Q4 ターボ・ブースト・テクノロジーにはどんな効果があるのか?

A4 簡単に言えば「自動オーバークロック機能」である。NehalemアーキテクチャーのCPUは基本的に、この機能を備えている。ただしノート向けのCore i3は、Core i7/5との差別化のため対応していない。

 一般的な「オーバークロック」では、CPUやGPU本来の仕様を超えたクロック周波数や電圧を与えることで、動作を高速化させる。一方で無理矢理動かすのでCPU自体の寿命を縮めたり、動作が不安定になるという弊害を生じる。また消費電力も仕様以上に増える。

 対するターボ・ブースト・テクノロジーは、CPUのTDP(熱設計消費電力)の範囲内で、“余裕があれば”動作する自動オーバークロックとなっている。そのため安定性の問題はでないし、発熱や消費電力も仕様の範囲で収まる。逆に放熱面で余裕がなかったりすると、安定動作のため働かないこともある。

 さらにターボ・ブースト・テクノロジーでは、CPUコアの動作状況に応じて、動的にオーバークロック速度を変える機能がある。例えば2つのCPUコアがどちらも動作している場合は、1~2段階(段数)しか上がらないが、ひとつのコアだけが動作している場合は、さらに高い5段階くらいまで速度があがるという具合だ。

ターボ・ブースト・テクノロジーの動作イメージ

ターボ・ブースト・テクノロジーの動作イメージ。2コア動作時は2段分、1コアなら5段分まで上がる

 Core iシリーズを搭載するパソコンのスペック表には、CPUの動作クロックの欄に例えば「最大2.53GHz」といった記述があるが、これはターボ・ブースト・テクノロジーによる最も高い動作クロックを示している。この数字はあくまで最高値なので、実際にここまで上がるかどうかは、動作状況次第だ。

インテル提供のガジェット「ターボ・ブースト・テクノロジー・モニター」

インテル提供のガジェット「ターボ・ブースト・テクノロジー・モニター」(右上)でゲームのベンチマークプログラム動作中の動作クロックを見ると、Core i5-430Mの最大値まで上がっていた

 ちなみに、通常電圧版のCore iシリーズよりも低電圧版や超低電圧版の方が、ブースト段数は高い。例えば、Core i7-620UMは通常時の最大クロックが1.06GHzなのに対し、ブースト時の最大は2.13GHzと、実に2倍近いクロックで動作する。本来高クロックでも動作できるCPUを、消費電力を削減するため低い電圧と動作クロックで動かしているがゆえの恩恵で、超低電圧版CPU搭載のノートだからといって、必ずしも低性能とは言えないわけだ。

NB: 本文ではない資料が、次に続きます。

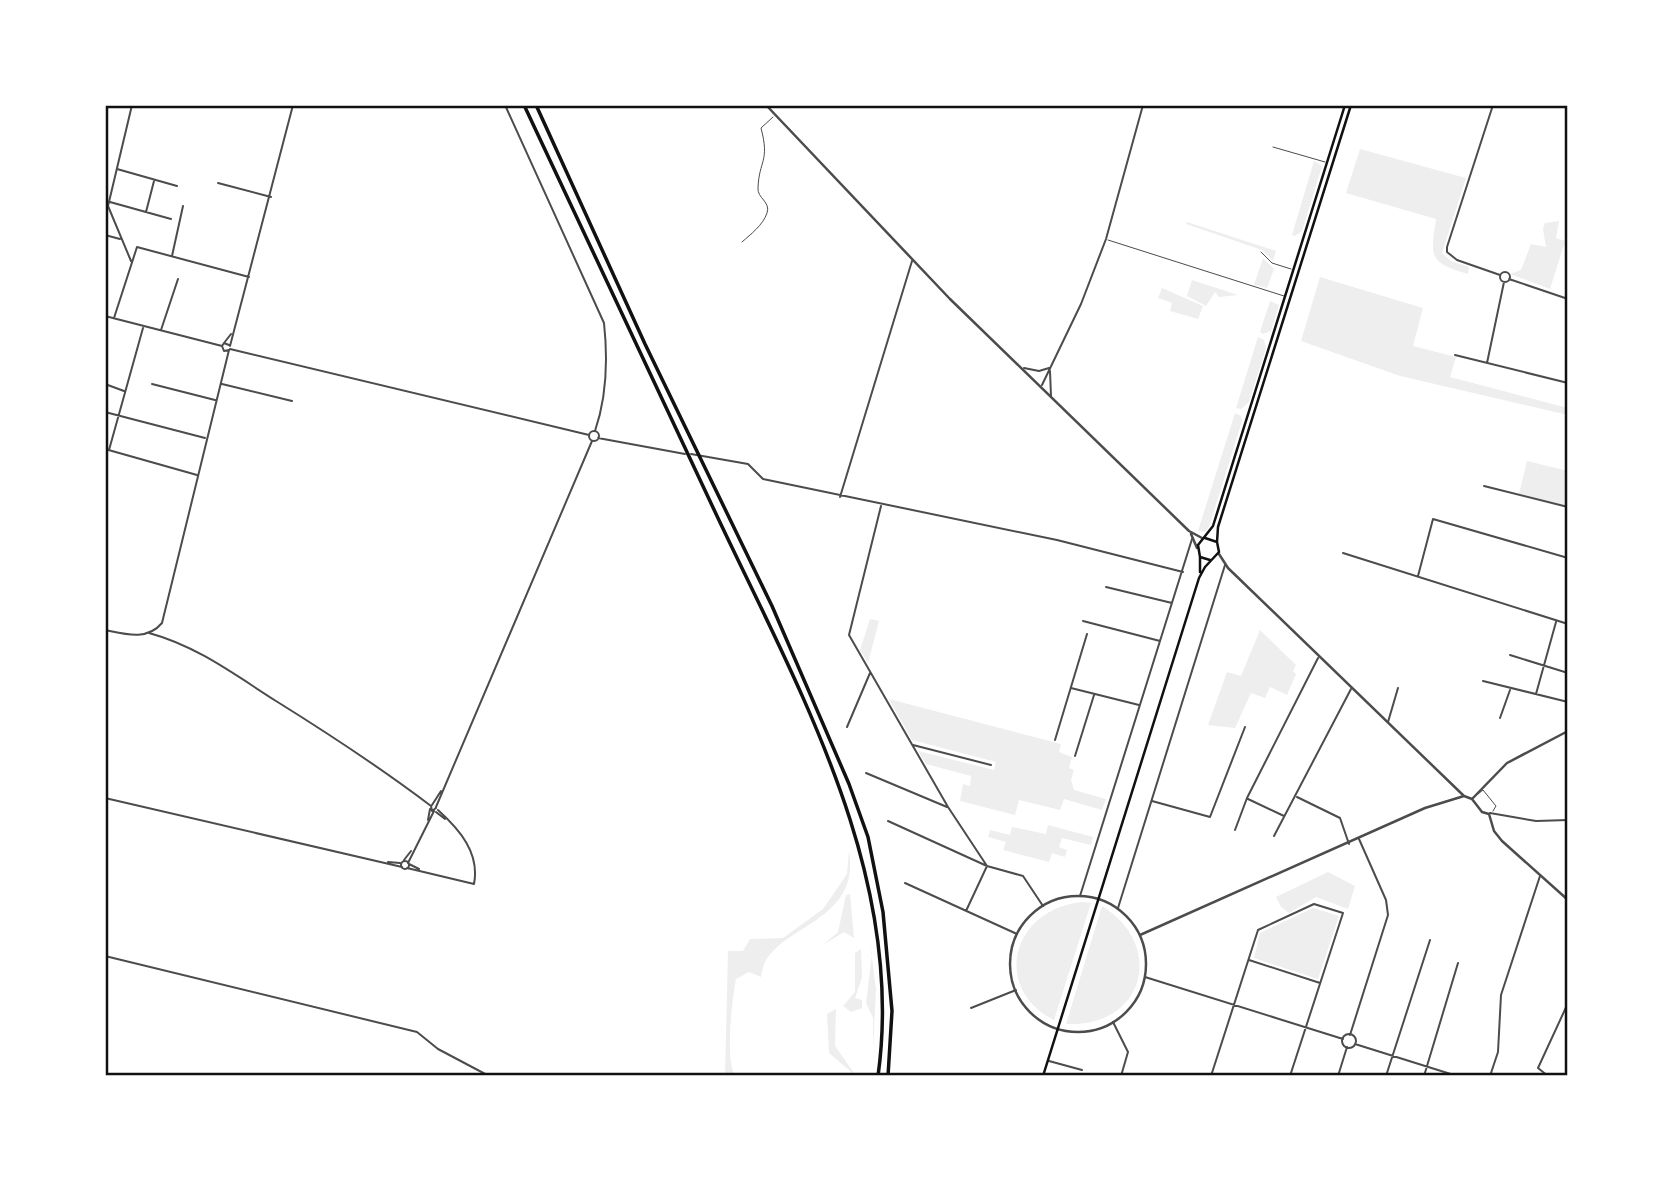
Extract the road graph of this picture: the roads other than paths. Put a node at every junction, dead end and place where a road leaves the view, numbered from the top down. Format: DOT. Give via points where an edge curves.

 さらにArrandaleでは、CPUだけでなく内蔵GPUにもターボ・ブーストのようなオーバークロック機能がある(デスクトップ向けのClarkdaleにはない)。CPUの負荷は低いが、GPU部分はより高速で動作させたい状況になると、TDPの余裕分だけGPUを高クロックで動作させるという。3DゲームはCPUパワーもそれなりに必要なので、HD動画再生時などに効果を発揮するのだろうか。